On 15 June 1961, First Secretary of the Socialist Unity Party and GDR State Council chairman Walter Ulbricht stated in an international press conference, "Niemand hat die Absicht, eine Mauer zu errichten!" (No one has the intention of erecting a wall!). It was the first time the colloquial term Mauer (wall) had been used in this context.

The transcript of a telephone call between Nikita Khrushchev (the First Secretary of the Communist Party of the Soviet Union from 1953 to 1964) and Ulbricht, on 1 August in the same year, suggests that the initiative for the construction of the Wall came from Khrushchev.

On 9 August 1961, the NSA (the American National Security Agency) intercepted an advance warning information of the Socialist Unity Party's plan to close the intra-Berlin border between East and West Berlin completely for foot traffic.

On Saturday, 12 August 1961, the leaders of the GDR attended a garden party at a government guesthouse in Döllnsee, in a wooded area to the north of East Berlin. There, Ulbricht signed the order to close the border and erect a wall.

At midnight, the police and units of the East German army began to close the border and, by Sunday morning, 13 August, the border with West Berlin was closed.
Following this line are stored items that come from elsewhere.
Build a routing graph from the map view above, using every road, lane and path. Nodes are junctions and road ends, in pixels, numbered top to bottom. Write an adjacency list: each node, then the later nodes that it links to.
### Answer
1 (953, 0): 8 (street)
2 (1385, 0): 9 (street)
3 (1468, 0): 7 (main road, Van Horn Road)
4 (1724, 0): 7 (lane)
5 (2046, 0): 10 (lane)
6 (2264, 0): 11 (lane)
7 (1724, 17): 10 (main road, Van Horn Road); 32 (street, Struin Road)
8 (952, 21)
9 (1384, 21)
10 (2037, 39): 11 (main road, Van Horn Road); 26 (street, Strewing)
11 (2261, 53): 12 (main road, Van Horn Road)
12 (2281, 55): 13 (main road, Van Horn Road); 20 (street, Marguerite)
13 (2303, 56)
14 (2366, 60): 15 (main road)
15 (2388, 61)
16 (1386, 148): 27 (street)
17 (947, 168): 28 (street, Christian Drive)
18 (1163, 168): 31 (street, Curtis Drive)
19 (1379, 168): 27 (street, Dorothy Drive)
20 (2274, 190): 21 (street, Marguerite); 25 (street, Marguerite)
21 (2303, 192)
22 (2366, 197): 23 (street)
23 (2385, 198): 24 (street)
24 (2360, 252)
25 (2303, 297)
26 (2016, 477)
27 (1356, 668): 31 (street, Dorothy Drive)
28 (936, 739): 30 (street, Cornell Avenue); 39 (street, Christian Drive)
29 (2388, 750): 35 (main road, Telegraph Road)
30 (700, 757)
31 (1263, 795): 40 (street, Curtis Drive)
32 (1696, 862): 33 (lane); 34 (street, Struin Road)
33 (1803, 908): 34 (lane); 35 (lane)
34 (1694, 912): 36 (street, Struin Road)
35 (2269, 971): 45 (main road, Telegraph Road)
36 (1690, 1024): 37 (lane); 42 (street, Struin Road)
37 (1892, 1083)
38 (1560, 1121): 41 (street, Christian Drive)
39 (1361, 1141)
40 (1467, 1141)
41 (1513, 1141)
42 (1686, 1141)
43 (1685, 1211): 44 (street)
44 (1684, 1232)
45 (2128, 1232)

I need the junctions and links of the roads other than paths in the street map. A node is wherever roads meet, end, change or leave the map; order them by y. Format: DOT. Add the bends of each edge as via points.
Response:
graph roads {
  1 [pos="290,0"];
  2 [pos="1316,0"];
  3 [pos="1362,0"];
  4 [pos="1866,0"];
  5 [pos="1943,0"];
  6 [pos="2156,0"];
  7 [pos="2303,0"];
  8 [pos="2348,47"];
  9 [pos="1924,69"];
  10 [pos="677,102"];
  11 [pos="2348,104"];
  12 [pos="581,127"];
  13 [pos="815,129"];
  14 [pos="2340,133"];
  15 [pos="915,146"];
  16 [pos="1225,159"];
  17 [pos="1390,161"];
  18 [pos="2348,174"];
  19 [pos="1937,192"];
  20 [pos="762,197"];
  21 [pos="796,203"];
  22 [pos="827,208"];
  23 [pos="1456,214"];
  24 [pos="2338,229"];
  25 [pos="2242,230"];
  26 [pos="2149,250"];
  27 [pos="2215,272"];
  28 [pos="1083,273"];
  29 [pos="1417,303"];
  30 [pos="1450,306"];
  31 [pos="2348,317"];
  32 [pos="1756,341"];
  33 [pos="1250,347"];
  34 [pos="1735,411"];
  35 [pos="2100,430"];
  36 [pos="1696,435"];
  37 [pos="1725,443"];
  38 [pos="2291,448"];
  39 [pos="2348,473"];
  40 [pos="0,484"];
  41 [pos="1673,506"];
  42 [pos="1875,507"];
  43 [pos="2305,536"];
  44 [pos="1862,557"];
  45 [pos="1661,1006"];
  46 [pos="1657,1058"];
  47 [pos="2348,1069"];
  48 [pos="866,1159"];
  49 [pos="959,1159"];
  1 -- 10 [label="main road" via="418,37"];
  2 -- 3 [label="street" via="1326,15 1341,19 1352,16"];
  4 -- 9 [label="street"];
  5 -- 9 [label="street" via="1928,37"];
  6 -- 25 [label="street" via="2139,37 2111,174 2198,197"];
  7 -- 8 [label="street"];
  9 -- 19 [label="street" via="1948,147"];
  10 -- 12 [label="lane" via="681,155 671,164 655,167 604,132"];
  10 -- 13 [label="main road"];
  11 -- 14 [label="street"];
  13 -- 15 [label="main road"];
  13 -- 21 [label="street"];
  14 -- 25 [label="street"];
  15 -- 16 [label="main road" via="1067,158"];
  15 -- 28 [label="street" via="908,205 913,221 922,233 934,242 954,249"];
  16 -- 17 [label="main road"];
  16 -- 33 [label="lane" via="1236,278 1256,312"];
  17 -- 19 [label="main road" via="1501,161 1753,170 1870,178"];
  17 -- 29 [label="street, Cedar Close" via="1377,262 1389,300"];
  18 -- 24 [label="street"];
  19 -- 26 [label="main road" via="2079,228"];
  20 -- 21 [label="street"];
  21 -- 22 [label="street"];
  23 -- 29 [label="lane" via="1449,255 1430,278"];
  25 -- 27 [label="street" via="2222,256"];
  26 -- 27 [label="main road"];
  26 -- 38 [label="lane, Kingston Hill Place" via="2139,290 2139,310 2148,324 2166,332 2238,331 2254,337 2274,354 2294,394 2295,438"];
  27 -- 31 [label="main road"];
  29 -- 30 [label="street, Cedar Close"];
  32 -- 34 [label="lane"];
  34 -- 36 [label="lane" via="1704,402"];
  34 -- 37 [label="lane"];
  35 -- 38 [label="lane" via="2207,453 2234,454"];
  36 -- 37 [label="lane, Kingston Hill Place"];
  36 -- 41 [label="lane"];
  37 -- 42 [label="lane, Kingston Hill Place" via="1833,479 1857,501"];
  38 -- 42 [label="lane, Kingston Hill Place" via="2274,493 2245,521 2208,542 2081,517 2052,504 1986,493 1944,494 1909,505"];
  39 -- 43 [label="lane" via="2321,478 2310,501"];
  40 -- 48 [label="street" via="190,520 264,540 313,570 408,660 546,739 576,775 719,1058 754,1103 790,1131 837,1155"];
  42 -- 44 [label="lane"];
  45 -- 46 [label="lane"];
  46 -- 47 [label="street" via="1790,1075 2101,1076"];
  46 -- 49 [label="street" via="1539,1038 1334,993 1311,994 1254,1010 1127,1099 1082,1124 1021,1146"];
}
East German troops and workers had begun to tear up streets running alongside the border to make them impassable to most vehicles and to install barbed wire entanglements and fences along the 156 kilometres (97 mi) around the three western sectors, and the 43 kilometres (27 mi) that divided West and East Berlin. The date of 13 August became commonly referred to as Barbed Wire Sunday in Germany.

Later, the initial barrier was built up into the Wall proper, the first concrete elements and large blocks being put in place on 17 August.

On 22 August 1961, Ida Siekmann was the first casualty at the Berlin Wall: she died after she jumped out of her third floor apartment at 48 Bernauer Strasse.

West Berliners initially could not visit East Berlin or East Germany at all – all crossing points were closed to them between 26 August 1961 and 17 December 1963.

On 26 June 1963, 22 months after the erection of the Berlin Wall, U.S. President John F. Kennedy visited West Berlin. Speaking from a platform erected on the steps of Rathaus Schöneberg for an audience of 450,000 he declared in his Ich bin ein Berliner speech the support of the United States for West Germany and the people of West Berlin.

On 6 June 1987, David Bowie (English Singer), who earlier for several years lived and recorded in West Berlin, played a concert close to the Wall.

On 19 July 1988, 16 months before the Wall came down, Bruce Springsteen and the E-Street Band, played Rocking the Wall, a live concert in East Berlin, which was attended by 300,000 in person and broadcast delayed on television.

On 9 October 1989, the police and army units were given permission to use force against those assembled, but this did not deter the church service and march from taking place, which gathered 70,000 people. Many of those people started to cross into East Berlin, without a shot being fired.

The longtime leader of East Germany, Erich Honecker, resigned on 18 October 1989 and was replaced by Egon Krenz that day.

The fall of the Berlin Wall began the evening of 9 November 1989 and continued over the following days and weeks, with people nicknamed Mauerspechte (wall woodpeckers) using various tools to chip off souvenirs, demolishing lengthy parts in the process, and creating several unofficial border crossings.

On 13 June 1990, the East German military officially began dismantling the Wall, beginning in Bernauer Straße and around the Mitte district.

On 1 July, the day East Germany adopted the West German currency, all de jure border controls ceased, although the inter-German border had become meaningless for some time before that.